Edit: I think the first case can be handled as follows (adapting the example cited above). Assume, the following was allowed
trait Queue[+T] {
def head : T
def tail : Queue[T]
def enqueue[U <: T](x : U) : Queue[T]
}
Then we could implement
class QueueImplementation[+T] extends Queue[T] {
/* ... implement Queue here ... */
}
class StrangeIntQueue extends QueueImplementation[Int] {
override def enqueue[U <: Int](x : U) : Queue[Int] = {
println(math.sqrt(x))
super.enqueue(x)
}
}
and use it as
val x : Queue[Any] = new StrangeIntQueue
x.enqueue("abc")
which is clearly troublesome. However, I can not see how to adapt this in order to show that the combination "contravariant type parameter + lower type bound" is also problematic?
Let's suppose we allow for a class to have a type parameter [-T] and a method on that class to have [U >: T]...
for come class hierarchy
Dog <: Mammal <: Animal
class Contra[-X](x: X){
def problem[Y >: X](y: Y): Y = x // X<:Y so this would be valid
}
val cMammal:Contra[Mammal] = new Contra(new Mammal)
val a:Animal = cMammal problem new Animal // Animal >: Mammal, this is fine
val m:Mammal = cMammal problem new Mammal // Mammal >: Mammal, this is fine
val d:Mammal = cMammal problem new Dog // (Dog upcasts to Mammal) >: Mammal, this is fine
val cDog:Contra[Dog] = cMammal // Valid assignment
val a:Animal = cDog problem new Animal // Animal >: Mammal, this is fine
val m:Mammal = cDog problem new Mammal // Mammal >: Mammal, this is fine
val d:Dog = cDog problem new Dog // AAAHHHHHHH!!!!!!
This last line would type check, cDog problem new Dog would actually return a Mammal. This is clearly not a good thing. Thankfully the type system doesn't actually let us do this.
Q.E.D. contravariant type parameter + lower type bound not a good idea to mix.
I hope this example helps.
Use the ++ method from List to see why the restrictions are needed. Due note, this requires that ++ produce a List[B]:
def ++[B](that: GenTraversableOnce[B]): List[B]
with a full signature of
def ++[B >: A, That](that: GenTraversableOnce[B])(implicit bf: CanBuildFrom[List[A], B, That]): That
So why is it important that [B >: A]. Well, what if we want to combine something such that
trait Foo
trait Bar extends Foo
and we have a method that has a signature
def op(that: List[Foo], other: Foo): List[Foo] = that ++ List(other)
I can pass it a list of type Bar but in order to be able to return it as a List[Foo] I must make the condition that Foo >: Bar so that I can actually do the following
def see(that: List[Bar]): List[Foo] = op(that, myFoo)

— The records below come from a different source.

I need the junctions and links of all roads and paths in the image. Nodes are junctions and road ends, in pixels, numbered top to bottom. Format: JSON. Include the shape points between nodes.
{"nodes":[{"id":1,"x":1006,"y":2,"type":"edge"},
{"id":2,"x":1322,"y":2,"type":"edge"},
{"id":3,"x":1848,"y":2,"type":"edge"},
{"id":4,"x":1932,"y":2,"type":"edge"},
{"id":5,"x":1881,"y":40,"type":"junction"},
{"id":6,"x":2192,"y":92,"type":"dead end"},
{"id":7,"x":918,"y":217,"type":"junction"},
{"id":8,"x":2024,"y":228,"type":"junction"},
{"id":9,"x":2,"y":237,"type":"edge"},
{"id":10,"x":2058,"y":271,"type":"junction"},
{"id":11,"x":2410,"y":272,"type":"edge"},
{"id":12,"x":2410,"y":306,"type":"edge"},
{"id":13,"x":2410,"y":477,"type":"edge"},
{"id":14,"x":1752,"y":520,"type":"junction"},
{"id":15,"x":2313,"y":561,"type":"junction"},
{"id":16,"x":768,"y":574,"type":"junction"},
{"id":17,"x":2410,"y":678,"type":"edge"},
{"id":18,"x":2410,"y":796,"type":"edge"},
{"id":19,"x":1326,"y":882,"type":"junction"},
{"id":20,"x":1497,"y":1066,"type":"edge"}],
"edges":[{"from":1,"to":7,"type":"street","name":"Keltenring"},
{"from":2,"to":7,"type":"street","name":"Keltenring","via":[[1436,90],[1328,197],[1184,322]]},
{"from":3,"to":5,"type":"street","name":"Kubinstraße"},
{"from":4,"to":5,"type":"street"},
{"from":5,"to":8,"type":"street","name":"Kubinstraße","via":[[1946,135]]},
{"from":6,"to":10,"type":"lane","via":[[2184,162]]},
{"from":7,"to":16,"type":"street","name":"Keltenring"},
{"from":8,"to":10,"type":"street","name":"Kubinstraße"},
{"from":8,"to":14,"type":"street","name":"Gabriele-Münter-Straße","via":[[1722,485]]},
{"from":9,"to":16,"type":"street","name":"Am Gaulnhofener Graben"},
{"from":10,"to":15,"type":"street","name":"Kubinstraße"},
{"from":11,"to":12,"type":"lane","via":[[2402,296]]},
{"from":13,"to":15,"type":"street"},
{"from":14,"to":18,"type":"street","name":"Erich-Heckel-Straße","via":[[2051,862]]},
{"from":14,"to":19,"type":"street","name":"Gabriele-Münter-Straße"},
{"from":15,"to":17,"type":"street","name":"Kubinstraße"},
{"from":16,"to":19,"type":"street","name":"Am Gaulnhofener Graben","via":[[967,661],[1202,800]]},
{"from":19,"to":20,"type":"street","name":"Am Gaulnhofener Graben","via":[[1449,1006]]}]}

which essentially is doing a List[Bar] ++ List[Foo] to return a type of List[Foo] as expressed though a List[Foo] type. That is why the flip happens.
Now if I tried to enforce that Foo <: Bar I would immediately run into the issue that List[Bar] ++ List[Foo] could not return a list of type Foo (not to mention having it conflict with the definition above.) It would only ever be able to return a List of the least upper bound.